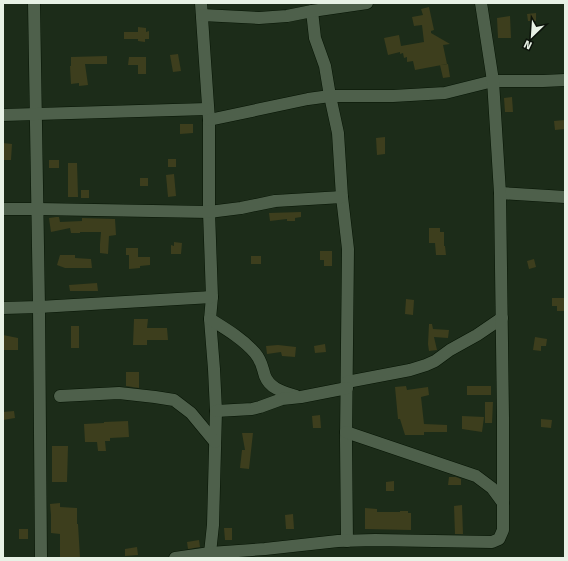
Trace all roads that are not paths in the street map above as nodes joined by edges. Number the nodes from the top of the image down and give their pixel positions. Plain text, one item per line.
1 (34, 3) edge
2 (367, 3) edge
3 (481, 3) edge
4 (201, 9) edge
5 (312, 11) junction
6 (565, 80) edge
7 (493, 82) junction
8 (330, 96) junction
9 (36, 114) junction
10 (3, 115) edge
11 (208, 115) junction
12 (500, 193) junction
13 (342, 196) junction
14 (565, 197) edge
15 (3, 209) edge
16 (38, 209) junction
17 (209, 212) junction
18 (212, 296) junction
19 (39, 307) junction
20 (3, 308) edge
21 (502, 318) junction
22 (210, 319) junction
23 (347, 385) junction
24 (60, 396) dead end
25 (301, 397) junction
26 (216, 411) junction
27 (346, 432) junction
28 (214, 442) junction
29 (503, 503) junction
30 (347, 540) junction
31 (210, 553) junction
32 (41, 558) edge
33 (175, 558) edge

1 - 9 street
2 - 5 street
3 - 7 street
4 - 5 street
4 - 11 street
5 - 8 street
6 - 7 street
7 - 8 street
7 - 12 street
8 - 11 street
8 - 13 street
9 - 10 street
9 - 11 street
9 - 16 street
11 - 17 street
12 - 14 street
12 - 21 street
13 - 17 street
13 - 23 street
15 - 16 street
16 - 17 street
16 - 19 street
17 - 18 street
18 - 19 street
18 - 22 street
19 - 20 street
19 - 32 street
21 - 23 street
21 - 29 street
22 - 25 street
22 - 26 street
23 - 25 street
23 - 27 street
24 - 28 street
25 - 26 street
26 - 28 street
27 - 29 street
27 - 30 street
28 - 31 street
29 - 30 street
30 - 31 street
31 - 33 street

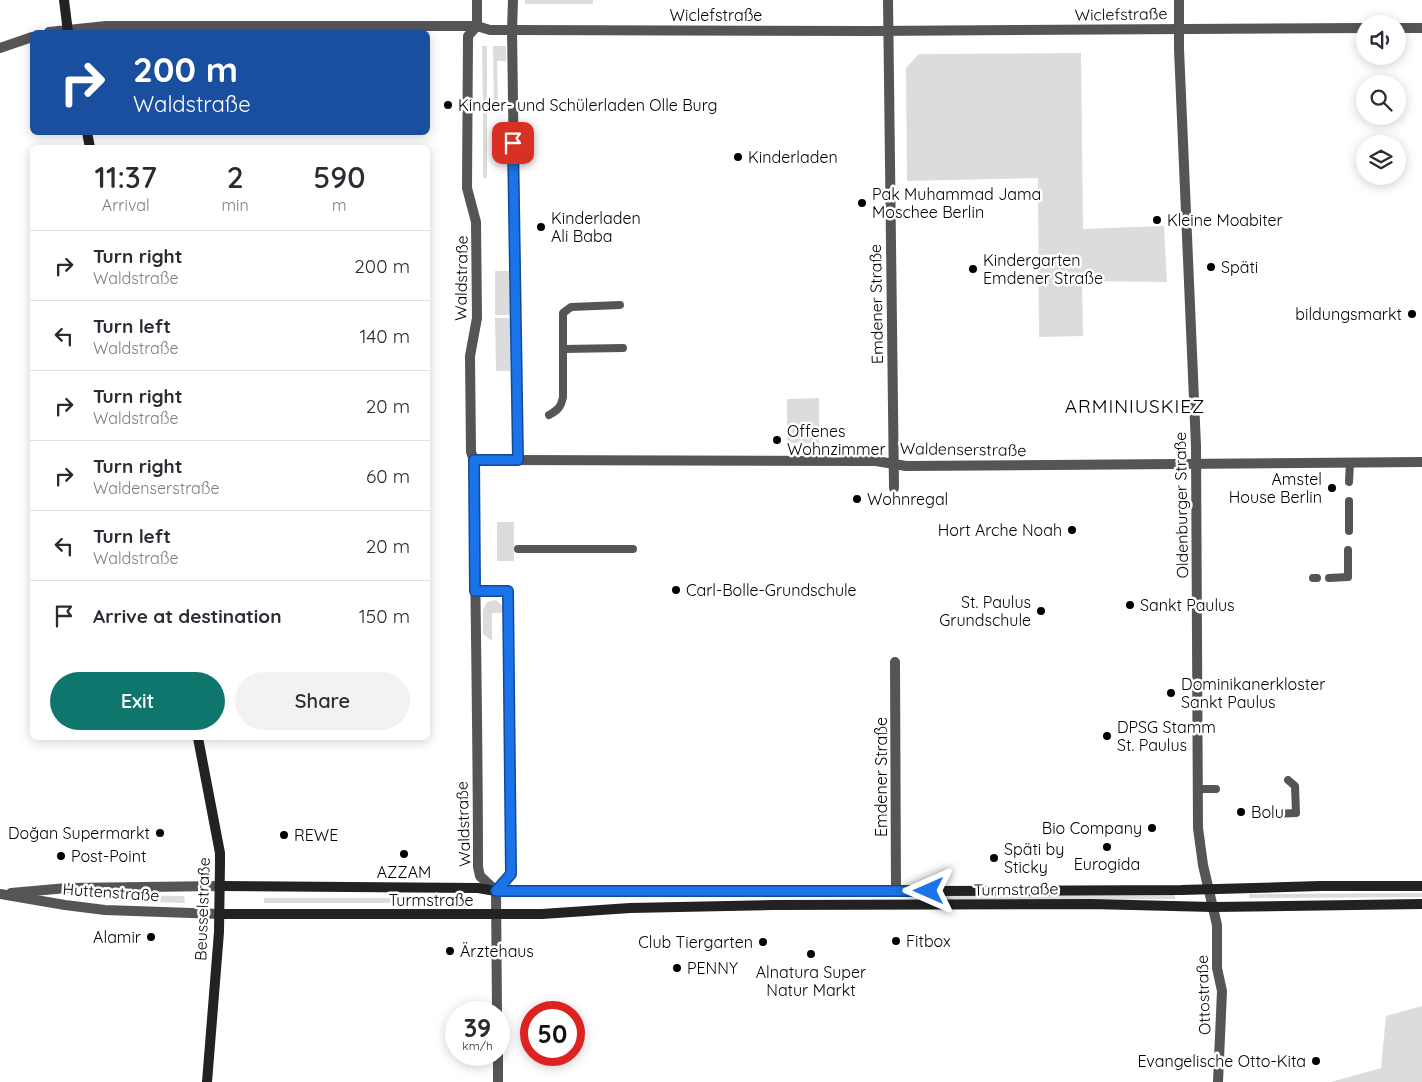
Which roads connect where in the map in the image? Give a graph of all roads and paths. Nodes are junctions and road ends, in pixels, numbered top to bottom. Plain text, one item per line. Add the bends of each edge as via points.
1 (64, 0) edge
2 (477, 0) edge
3 (513, 0) edge
4 (888, 0) edge
5 (1179, 0) edge
6 (477, 26) junction
7 (1356, 28) edge
8 (1406, 28) edge
9 (1422, 28) edge
10 (1179, 29) junction
11 (68, 30) edge
12 (76, 30) edge
13 (512, 30) junction
14 (888, 31) junction
15 (30, 38) edge
16 (0, 48) edge
17 (620, 305) dead end
18 (622, 348) dead end
19 (563, 349) junction
20 (549, 415) dead end
21 (474, 460) junction
22 (518, 460) junction
23 (1350, 462) junction
24 (1422, 462) edge
25 (893, 463) junction
26 (1196, 463) junction
27 (1349, 482) dead end
28 (894, 488) dead end
29 (1349, 501) dead end
30 (1349, 531) dead end
31 (518, 549) dead end
32 (633, 549) dead end
33 (1348, 550) dead end
34 (1330, 578) dead end
35 (475, 591) junction
36 (895, 662) dead end
37 (198, 740) edge
38 (1288, 780) dead end
39 (1198, 789) junction
40 (1216, 789) dead end
41 (1273, 814) dead end
42 (220, 886) junction
43 (1422, 886) edge
44 (1208, 889) junction
45 (496, 891) junction
46 (615, 891) junction
47 (896, 891) junction
48 (0, 894) edge
49 (1422, 904) edge
50 (1213, 907) junction
51 (615, 909) junction
52 (220, 914) junction
53 (496, 914) junction
54 (498, 1001) edge
55 (498, 1066) edge
56 (207, 1082) edge
57 (498, 1082) edge
58 (1218, 1082) edge

1 - 11 main road
2 - 6 street, Waldstraße
3 - 13 street
4 - 14 street, Emdener Straße
5 - 10 street, Oldenburger Straße
6 - 12 street, Wiclefstraße via 106,26
6 - 13 street, Wiclefstraße
6 - 21 street, Waldstraße via 468,36 467,97 467,188 476,222 477,318 470,356 471,449
7 - 10 street, Wiclefstraße
8 - 9 street
10 - 14 street, Wiclefstraße
10 - 26 street, Oldenburger Straße
13 - 14 street, Wiclefstraße
13 - 22 street
14 - 25 street, Emdener Straße
15 - 16 street
17 - 19 lane via 570,307 563,313
18 - 19 lane
19 - 20 lane via 563,397 561,405
21 - 22 street, Waldenserstraße
21 - 35 street, Waldstraße
22 - 25 street, Waldenserstraße
23 - 24 street, Waldenserstraße
23 - 26 street, Waldenserstraße
23 - 27 lane
25 - 26 street, Waldenserstraße via 906,466
25 - 28 street, Emdener Straße
26 - 39 street, Oldenburger Straße
29 - 30 lane
31 - 32 lane
33 - 34 lane via 1348,577
35 - 45 street, Waldstraße via 478,867 480,876
35 - 45 street via 508,591 511,874
36 - 47 street, Emdener Straße
37 - 42 main road, Beusselstraße via 220,853
38 - 41 lane via 1295,786 1296,814
39 - 40 lane
39 - 44 street, Oldenburger Straße via 1198,828
42 - 45 main road, Turmstraße via 478,888
42 - 48 street, Huttenstraße via 67,888
42 - 52 main road, Beusselstraße
43 - 44 main road, Turmstraße
44 - 47 main road, Turmstraße
44 - 50 street, Ottostraße
45 - 46 main road, Turmstraße
45 - 53 street
46 - 47 main road, Turmstraße
46 - 51 main road
48 - 52 street, Huttenstraße via 99,909
49 - 50 main road, Turmstraße
50 - 51 main road, Turmstraße via 1050,904
50 - 58 street, Ottostraße via 1217,968 1222,991
51 - 53 main road, Turmstraße
52 - 53 main road, Turmstraße
52 - 56 main road, Beusselstraße
53 - 54 street
55 - 57 street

● ● ● ● ● ● ●

- [Exercise goal]
Transcribe the records word for word and include no pictures.

- [Output for this exercise]
Trace all roads that are not paths in the street map above as nodes joined by edges. Number the nodes from the top of the image down and give their pixel positions. Plain text, one item per line.
1 (34, 3) edge
2 (367, 3) edge
3 (481, 3) edge
4 (201, 9) edge
5 (312, 11) junction
6 (565, 80) edge
7 (493, 82) junction
8 (330, 96) junction
9 (36, 114) junction
10 (3, 115) edge
11 (208, 115) junction
12 (500, 193) junction
13 (342, 196) junction
14 (565, 197) edge
15 (3, 209) edge
16 (38, 209) junction
17 (209, 212) junction
18 (212, 296) junction
19 (39, 307) junction
20 (3, 308) edge
21 (502, 318) junction
22 (210, 319) junction
23 (347, 385) junction
24 (60, 396) dead end
25 (301, 397) junction
26 (216, 411) junction
27 (346, 432) junction
28 (214, 442) junction
29 (503, 503) junction
30 (347, 540) junction
31 (210, 553) junction
32 (41, 558) edge
33 (175, 558) edge

1 - 9 street
2 - 5 street
3 - 7 street
4 - 5 street
4 - 11 street
5 - 8 street
6 - 7 street
7 - 8 street
7 - 12 street
8 - 11 street
8 - 13 street
9 - 10 street
9 - 11 street
9 - 16 street
11 - 17 street
12 - 14 street
12 - 21 street
13 - 17 street
13 - 23 street
15 - 16 street
16 - 17 street
16 - 19 street
17 - 18 street
18 - 19 street
18 - 22 street
19 - 20 street
19 - 32 street
21 - 23 street
21 - 29 street
22 - 25 street
22 - 26 street
23 - 25 street
23 - 27 street
24 - 28 street
25 - 26 street
26 - 28 street
27 - 29 street
27 - 30 street
28 - 31 street
29 - 30 street
30 - 31 street
31 - 33 street

Which roads connect where in the map in the image? Give a graph of all roads and paths. Nodes are junctions and road ends, in pixels, numbered top to bottom. Plain text, one item per line. Add the bends of each edge as via points.
1 (64, 0) edge
2 (477, 0) edge
3 (513, 0) edge
4 (888, 0) edge
5 (1179, 0) edge
6 (477, 26) junction
7 (1356, 28) edge
8 (1406, 28) edge
9 (1422, 28) edge
10 (1179, 29) junction
11 (68, 30) edge
12 (76, 30) edge
13 (512, 30) junction
14 (888, 31) junction
15 (30, 38) edge
16 (0, 48) edge
17 (620, 305) dead end
18 (622, 348) dead end
19 (563, 349) junction
20 (549, 415) dead end
21 (474, 460) junction
22 (518, 460) junction
23 (1350, 462) junction
24 (1422, 462) edge
25 (893, 463) junction
26 (1196, 463) junction
27 (1349, 482) dead end
28 (894, 488) dead end
29 (1349, 501) dead end
30 (1349, 531) dead end
31 (518, 549) dead end
32 (633, 549) dead end
33 (1348, 550) dead end
34 (1330, 578) dead end
35 (475, 591) junction
36 (895, 662) dead end
37 (198, 740) edge
38 (1288, 780) dead end
39 (1198, 789) junction
40 (1216, 789) dead end
41 (1273, 814) dead end
42 (220, 886) junction
43 (1422, 886) edge
44 (1208, 889) junction
45 (496, 891) junction
46 (615, 891) junction
47 (896, 891) junction
48 (0, 894) edge
49 (1422, 904) edge
50 (1213, 907) junction
51 (615, 909) junction
52 (220, 914) junction
53 (496, 914) junction
54 (498, 1001) edge
55 (498, 1066) edge
56 (207, 1082) edge
57 (498, 1082) edge
58 (1218, 1082) edge

1 - 11 main road
2 - 6 street, Waldstraße
3 - 13 street
4 - 14 street, Emdener Straße
5 - 10 street, Oldenburger Straße
6 - 12 street, Wiclefstraße via 106,26
6 - 13 street, Wiclefstraße
6 - 21 street, Waldstraße via 468,36 467,97 467,188 476,222 477,318 470,356 471,449
7 - 10 street, Wiclefstraße
8 - 9 street
10 - 14 street, Wiclefstraße
10 - 26 street, Oldenburger Straße
13 - 14 street, Wiclefstraße
13 - 22 street
14 - 25 street, Emdener Straße
15 - 16 street
17 - 19 lane via 570,307 563,313
18 - 19 lane
19 - 20 lane via 563,397 561,405
21 - 22 street, Waldenserstraße
21 - 35 street, Waldstraße
22 - 25 street, Waldenserstraße
23 - 24 street, Waldenserstraße
23 - 26 street, Waldenserstraße
23 - 27 lane
25 - 26 street, Waldenserstraße via 906,466
25 - 28 street, Emdener Straße
26 - 39 street, Oldenburger Straße
29 - 30 lane
31 - 32 lane
33 - 34 lane via 1348,577
35 - 45 street, Waldstraße via 478,867 480,876
35 - 45 street via 508,591 511,874
36 - 47 street, Emdener Straße
37 - 42 main road, Beusselstraße via 220,853
38 - 41 lane via 1295,786 1296,814
39 - 40 lane
39 - 44 street, Oldenburger Straße via 1198,828
42 - 45 main road, Turmstraße via 478,888
42 - 48 street, Huttenstraße via 67,888
42 - 52 main road, Beusselstraße
43 - 44 main road, Turmstraße
44 - 47 main road, Turmstraße
44 - 50 street, Ottostraße
45 - 46 main road, Turmstraße
45 - 53 street
46 - 47 main road, Turmstraße
46 - 51 main road
48 - 52 street, Huttenstraße via 99,909
49 - 50 main road, Turmstraße
50 - 51 main road, Turmstraße via 1050,904
50 - 58 street, Ottostraße via 1217,968 1222,991
51 - 53 main road, Turmstraße
52 - 53 main road, Turmstraße
52 - 56 main road, Beusselstraße
53 - 54 street
55 - 57 street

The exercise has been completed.